◆ Supplied material

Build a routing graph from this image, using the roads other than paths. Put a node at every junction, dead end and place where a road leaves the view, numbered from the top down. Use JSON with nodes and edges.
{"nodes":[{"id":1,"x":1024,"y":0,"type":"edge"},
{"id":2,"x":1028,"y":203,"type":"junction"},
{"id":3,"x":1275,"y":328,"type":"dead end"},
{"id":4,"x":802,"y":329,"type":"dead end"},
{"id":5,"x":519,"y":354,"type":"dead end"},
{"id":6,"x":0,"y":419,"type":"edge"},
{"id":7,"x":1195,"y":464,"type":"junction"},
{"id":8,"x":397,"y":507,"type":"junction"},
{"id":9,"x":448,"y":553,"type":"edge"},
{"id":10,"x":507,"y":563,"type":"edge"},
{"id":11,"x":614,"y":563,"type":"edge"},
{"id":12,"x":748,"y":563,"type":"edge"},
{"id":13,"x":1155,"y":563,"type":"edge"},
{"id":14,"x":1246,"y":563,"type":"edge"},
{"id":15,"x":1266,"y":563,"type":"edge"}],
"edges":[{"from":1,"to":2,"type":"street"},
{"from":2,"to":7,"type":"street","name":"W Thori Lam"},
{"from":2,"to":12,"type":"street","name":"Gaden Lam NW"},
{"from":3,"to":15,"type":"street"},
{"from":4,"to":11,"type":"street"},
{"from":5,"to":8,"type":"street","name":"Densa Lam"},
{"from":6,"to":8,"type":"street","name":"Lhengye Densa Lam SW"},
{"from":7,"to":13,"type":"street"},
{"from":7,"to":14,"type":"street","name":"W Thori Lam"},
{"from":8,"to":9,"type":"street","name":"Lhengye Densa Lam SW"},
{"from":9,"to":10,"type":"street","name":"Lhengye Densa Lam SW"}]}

◆ Problem
Copy out each line of the data that has the word "junction" in it.

◆ Answer box
Build a routing graph from this image, using the roads other than paths. Put a node at every junction, dead end and place where a road leaves the view, numbered from the top down. Use JSON with nodes and edges.
{"id":2,"x":1028,"y":203,"type":"junction"},
{"id":7,"x":1195,"y":464,"type":"junction"},
{"id":8,"x":397,"y":507,"type":"junction"},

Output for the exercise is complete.